- [EXTRACTED ENTRIES]:
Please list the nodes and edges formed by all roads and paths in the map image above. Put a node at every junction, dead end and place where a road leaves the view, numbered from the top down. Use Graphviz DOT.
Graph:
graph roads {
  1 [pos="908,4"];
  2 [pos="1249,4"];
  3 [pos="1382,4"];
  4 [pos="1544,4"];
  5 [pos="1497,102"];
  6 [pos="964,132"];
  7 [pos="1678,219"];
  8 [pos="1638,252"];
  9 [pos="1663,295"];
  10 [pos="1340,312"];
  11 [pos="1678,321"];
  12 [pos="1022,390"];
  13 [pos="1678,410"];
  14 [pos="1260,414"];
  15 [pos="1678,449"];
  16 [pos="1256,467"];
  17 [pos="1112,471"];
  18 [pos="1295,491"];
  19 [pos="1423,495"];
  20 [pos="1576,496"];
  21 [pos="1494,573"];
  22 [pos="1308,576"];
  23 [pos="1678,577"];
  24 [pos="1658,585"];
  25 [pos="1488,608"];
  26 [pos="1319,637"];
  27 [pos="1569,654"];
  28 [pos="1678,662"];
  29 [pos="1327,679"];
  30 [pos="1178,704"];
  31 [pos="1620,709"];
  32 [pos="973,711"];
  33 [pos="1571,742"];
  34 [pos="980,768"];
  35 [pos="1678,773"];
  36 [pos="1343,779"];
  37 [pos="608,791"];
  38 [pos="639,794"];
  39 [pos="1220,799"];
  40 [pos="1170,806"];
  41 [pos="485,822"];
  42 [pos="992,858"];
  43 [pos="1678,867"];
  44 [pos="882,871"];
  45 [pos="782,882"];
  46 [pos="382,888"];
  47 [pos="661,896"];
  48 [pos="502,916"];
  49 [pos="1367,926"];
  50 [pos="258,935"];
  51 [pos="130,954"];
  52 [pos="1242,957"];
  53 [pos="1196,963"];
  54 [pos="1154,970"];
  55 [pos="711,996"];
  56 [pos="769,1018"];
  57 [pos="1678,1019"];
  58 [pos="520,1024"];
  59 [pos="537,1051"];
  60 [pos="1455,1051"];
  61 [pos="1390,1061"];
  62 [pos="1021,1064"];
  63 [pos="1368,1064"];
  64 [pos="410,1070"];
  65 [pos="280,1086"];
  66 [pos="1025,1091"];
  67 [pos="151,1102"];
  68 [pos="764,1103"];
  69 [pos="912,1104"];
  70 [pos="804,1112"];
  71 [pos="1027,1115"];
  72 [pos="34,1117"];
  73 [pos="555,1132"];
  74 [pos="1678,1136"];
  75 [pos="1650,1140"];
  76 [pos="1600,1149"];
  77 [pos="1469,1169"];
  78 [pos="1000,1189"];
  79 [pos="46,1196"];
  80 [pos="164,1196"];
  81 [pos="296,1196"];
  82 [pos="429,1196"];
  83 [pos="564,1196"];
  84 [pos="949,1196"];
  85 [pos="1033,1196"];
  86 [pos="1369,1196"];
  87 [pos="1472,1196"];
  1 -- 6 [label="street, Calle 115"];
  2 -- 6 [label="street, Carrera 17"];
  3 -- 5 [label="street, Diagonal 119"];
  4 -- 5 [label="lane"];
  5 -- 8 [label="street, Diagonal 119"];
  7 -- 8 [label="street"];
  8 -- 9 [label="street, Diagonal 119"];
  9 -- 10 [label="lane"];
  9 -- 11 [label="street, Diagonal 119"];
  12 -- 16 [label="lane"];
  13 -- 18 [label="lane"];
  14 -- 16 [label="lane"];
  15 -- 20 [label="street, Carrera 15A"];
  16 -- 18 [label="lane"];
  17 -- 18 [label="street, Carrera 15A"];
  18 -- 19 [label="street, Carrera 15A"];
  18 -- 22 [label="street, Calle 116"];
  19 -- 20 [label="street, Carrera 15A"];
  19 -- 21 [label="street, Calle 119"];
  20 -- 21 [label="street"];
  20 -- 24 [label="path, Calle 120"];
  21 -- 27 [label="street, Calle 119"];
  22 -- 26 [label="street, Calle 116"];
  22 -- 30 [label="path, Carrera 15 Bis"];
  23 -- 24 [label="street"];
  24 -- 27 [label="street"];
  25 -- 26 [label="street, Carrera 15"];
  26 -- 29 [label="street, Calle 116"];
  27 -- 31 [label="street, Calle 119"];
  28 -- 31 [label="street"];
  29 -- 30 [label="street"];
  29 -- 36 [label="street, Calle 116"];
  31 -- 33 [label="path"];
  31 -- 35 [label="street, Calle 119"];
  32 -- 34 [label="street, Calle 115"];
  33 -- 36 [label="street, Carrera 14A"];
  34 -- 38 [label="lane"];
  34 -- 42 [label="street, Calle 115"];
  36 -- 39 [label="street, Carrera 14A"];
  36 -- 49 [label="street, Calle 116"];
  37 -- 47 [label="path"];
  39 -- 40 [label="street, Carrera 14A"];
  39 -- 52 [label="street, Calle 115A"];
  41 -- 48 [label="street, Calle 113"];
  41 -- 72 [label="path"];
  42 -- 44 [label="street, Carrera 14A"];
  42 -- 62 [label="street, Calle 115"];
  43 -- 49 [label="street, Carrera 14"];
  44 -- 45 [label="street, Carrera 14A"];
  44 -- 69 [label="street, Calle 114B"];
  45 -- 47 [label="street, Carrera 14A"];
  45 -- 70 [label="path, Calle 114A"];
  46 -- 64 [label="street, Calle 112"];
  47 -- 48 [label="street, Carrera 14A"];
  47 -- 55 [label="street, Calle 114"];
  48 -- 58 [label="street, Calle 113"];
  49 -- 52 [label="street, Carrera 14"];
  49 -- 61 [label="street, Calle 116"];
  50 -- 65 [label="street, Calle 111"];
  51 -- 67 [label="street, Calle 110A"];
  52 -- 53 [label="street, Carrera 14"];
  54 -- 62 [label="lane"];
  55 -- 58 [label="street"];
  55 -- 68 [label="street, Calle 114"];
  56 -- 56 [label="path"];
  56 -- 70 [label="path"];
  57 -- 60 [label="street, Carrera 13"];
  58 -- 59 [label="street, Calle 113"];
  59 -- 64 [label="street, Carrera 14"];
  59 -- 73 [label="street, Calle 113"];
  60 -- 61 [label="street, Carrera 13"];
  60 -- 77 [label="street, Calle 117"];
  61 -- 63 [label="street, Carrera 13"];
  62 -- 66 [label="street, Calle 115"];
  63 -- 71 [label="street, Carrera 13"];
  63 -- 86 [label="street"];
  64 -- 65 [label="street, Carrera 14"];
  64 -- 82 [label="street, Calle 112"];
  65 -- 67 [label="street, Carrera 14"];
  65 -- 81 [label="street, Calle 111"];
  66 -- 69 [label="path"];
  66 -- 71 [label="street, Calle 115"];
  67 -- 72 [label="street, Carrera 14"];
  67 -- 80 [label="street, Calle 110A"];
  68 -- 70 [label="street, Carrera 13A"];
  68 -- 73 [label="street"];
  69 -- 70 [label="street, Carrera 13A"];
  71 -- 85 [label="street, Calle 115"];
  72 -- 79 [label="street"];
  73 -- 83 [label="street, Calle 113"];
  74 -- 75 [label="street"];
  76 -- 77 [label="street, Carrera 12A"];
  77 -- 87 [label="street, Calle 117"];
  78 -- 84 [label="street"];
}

- [WHAT TO WORK ON]:
All of the entries above need to be reproduced verbatim.

- [SOLUTION TO THE PROBLEM]:
Please list the nodes and edges formed by all roads and paths in the map image above. Put a node at every junction, dead end and place where a road leaves the view, numbered from the top down. Use Graphviz DOT.
Graph:
graph roads {
  1 [pos="908,4"];
  2 [pos="1249,4"];
  3 [pos="1382,4"];
  4 [pos="1544,4"];
  5 [pos="1497,102"];
  6 [pos="964,132"];
  7 [pos="1678,219"];
  8 [pos="1638,252"];
  9 [pos="1663,295"];
  10 [pos="1340,312"];
  11 [pos="1678,321"];
  12 [pos="1022,390"];
  13 [pos="1678,410"];
  14 [pos="1260,414"];
  15 [pos="1678,449"];
  16 [pos="1256,467"];
  17 [pos="1112,471"];
  18 [pos="1295,491"];
  19 [pos="1423,495"];
  20 [pos="1576,496"];
  21 [pos="1494,573"];
  22 [pos="1308,576"];
  23 [pos="1678,577"];
  24 [pos="1658,585"];
  25 [pos="1488,608"];
  26 [pos="1319,637"];
  27 [pos="1569,654"];
  28 [pos="1678,662"];
  29 [pos="1327,679"];
  30 [pos="1178,704"];
  31 [pos="1620,709"];
  32 [pos="973,711"];
  33 [pos="1571,742"];
  34 [pos="980,768"];
  35 [pos="1678,773"];
  36 [pos="1343,779"];
  37 [pos="608,791"];
  38 [pos="639,794"];
  39 [pos="1220,799"];
  40 [pos="1170,806"];
  41 [pos="485,822"];
  42 [pos="992,858"];
  43 [pos="1678,867"];
  44 [pos="882,871"];
  45 [pos="782,882"];
  46 [pos="382,888"];
  47 [pos="661,896"];
  48 [pos="502,916"];
  49 [pos="1367,926"];
  50 [pos="258,935"];
  51 [pos="130,954"];
  52 [pos="1242,957"];
  53 [pos="1196,963"];
  54 [pos="1154,970"];
  55 [pos="711,996"];
  56 [pos="769,1018"];
  57 [pos="1678,1019"];
  58 [pos="520,1024"];
  59 [pos="537,1051"];
  60 [pos="1455,1051"];
  61 [pos="1390,1061"];
  62 [pos="1021,1064"];
  63 [pos="1368,1064"];
  64 [pos="410,1070"];
  65 [pos="280,1086"];
  66 [pos="1025,1091"];
  67 [pos="151,1102"];
  68 [pos="764,1103"];
  69 [pos="912,1104"];
  70 [pos="804,1112"];
  71 [pos="1027,1115"];
  72 [pos="34,1117"];
  73 [pos="555,1132"];
  74 [pos="1678,1136"];
  75 [pos="1650,1140"];
  76 [pos="1600,1149"];
  77 [pos="1469,1169"];
  78 [pos="1000,1189"];
  79 [pos="46,1196"];
  80 [pos="164,1196"];
  81 [pos="296,1196"];
  82 [pos="429,1196"];
  83 [pos="564,1196"];
  84 [pos="949,1196"];
  85 [pos="1033,1196"];
  86 [pos="1369,1196"];
  87 [pos="1472,1196"];
  1 -- 6 [label="street, Calle 115"];
  2 -- 6 [label="street, Carrera 17"];
  3 -- 5 [label="street, Diagonal 119"];
  4 -- 5 [label="lane"];
  5 -- 8 [label="street, Diagonal 119"];
  7 -- 8 [label="street"];
  8 -- 9 [label="street, Diagonal 119"];
  9 -- 10 [label="lane"];
  9 -- 11 [label="street, Diagonal 119"];
  12 -- 16 [label="lane"];
  13 -- 18 [label="lane"];
  14 -- 16 [label="lane"];
  15 -- 20 [label="street, Carrera 15A"];
  16 -- 18 [label="lane"];
  17 -- 18 [label="street, Carrera 15A"];
  18 -- 19 [label="street, Carrera 15A"];
  18 -- 22 [label="street, Calle 116"];
  19 -- 20 [label="street, Carrera 15A"];
  19 -- 21 [label="street, Calle 119"];
  20 -- 21 [label="street"];
  20 -- 24 [label="path, Calle 120"];
  21 -- 27 [label="street, Calle 119"];
  22 -- 26 [label="street, Calle 116"];
  22 -- 30 [label="path, Carrera 15 Bis"];
  23 -- 24 [label="street"];
  24 -- 27 [label="street"];
  25 -- 26 [label="street, Carrera 15"];
  26 -- 29 [label="street, Calle 116"];
  27 -- 31 [label="street, Calle 119"];
  28 -- 31 [label="street"];
  29 -- 30 [label="street"];
  29 -- 36 [label="street, Calle 116"];
  31 -- 33 [label="path"];
  31 -- 35 [label="street, Calle 119"];
  32 -- 34 [label="street, Calle 115"];
  33 -- 36 [label="street, Carrera 14A"];
  34 -- 38 [label="lane"];
  34 -- 42 [label="street, Calle 115"];
  36 -- 39 [label="street, Carrera 14A"];
  36 -- 49 [label="street, Calle 116"];
  37 -- 47 [label="path"];
  39 -- 40 [label="street, Carrera 14A"];
  39 -- 52 [label="street, Calle 115A"];
  41 -- 48 [label="street, Calle 113"];
  41 -- 72 [label="path"];
  42 -- 44 [label="street, Carrera 14A"];
  42 -- 62 [label="street, Calle 115"];
  43 -- 49 [label="street, Carrera 14"];
  44 -- 45 [label="street, Carrera 14A"];
  44 -- 69 [label="street, Calle 114B"];
  45 -- 47 [label="street, Carrera 14A"];
  45 -- 70 [label="path, Calle 114A"];
  46 -- 64 [label="street, Calle 112"];
  47 -- 48 [label="street, Carrera 14A"];
  47 -- 55 [label="street, Calle 114"];
  48 -- 58 [label="street, Calle 113"];
  49 -- 52 [label="street, Carrera 14"];
  49 -- 61 [label="street, Calle 116"];
  50 -- 65 [label="street, Calle 111"];
  51 -- 67 [label="street, Calle 110A"];
  52 -- 53 [label="street, Carrera 14"];
  54 -- 62 [label="lane"];
  55 -- 58 [label="street"];
  55 -- 68 [label="street, Calle 114"];
  56 -- 56 [label="path"];
  56 -- 70 [label="path"];
  57 -- 60 [label="street, Carrera 13"];
  58 -- 59 [label="street, Calle 113"];
  59 -- 64 [label="street, Carrera 14"];
  59 -- 73 [label="street, Calle 113"];
  60 -- 61 [label="street, Carrera 13"];
  60 -- 77 [label="street, Calle 117"];
  61 -- 63 [label="street, Carrera 13"];
  62 -- 66 [label="street, Calle 115"];
  63 -- 71 [label="street, Carrera 13"];
  63 -- 86 [label="street"];
  64 -- 65 [label="street, Carrera 14"];
  64 -- 82 [label="street, Calle 112"];
  65 -- 67 [label="street, Carrera 14"];
  65 -- 81 [label="street, Calle 111"];
  66 -- 69 [label="path"];
  66 -- 71 [label="street, Calle 115"];
  67 -- 72 [label="street, Carrera 14"];
  67 -- 80 [label="street, Calle 110A"];
  68 -- 70 [label="street, Carrera 13A"];
  68 -- 73 [label="street"];
  69 -- 70 [label="street, Carrera 13A"];
  71 -- 85 [label="street, Calle 115"];
  72 -- 79 [label="street"];
  73 -- 83 [label="street, Calle 113"];
  74 -- 75 [label="street"];
  76 -- 77 [label="street, Carrera 12A"];
  77 -- 87 [label="street, Calle 117"];
  78 -- 84 [label="street"];
}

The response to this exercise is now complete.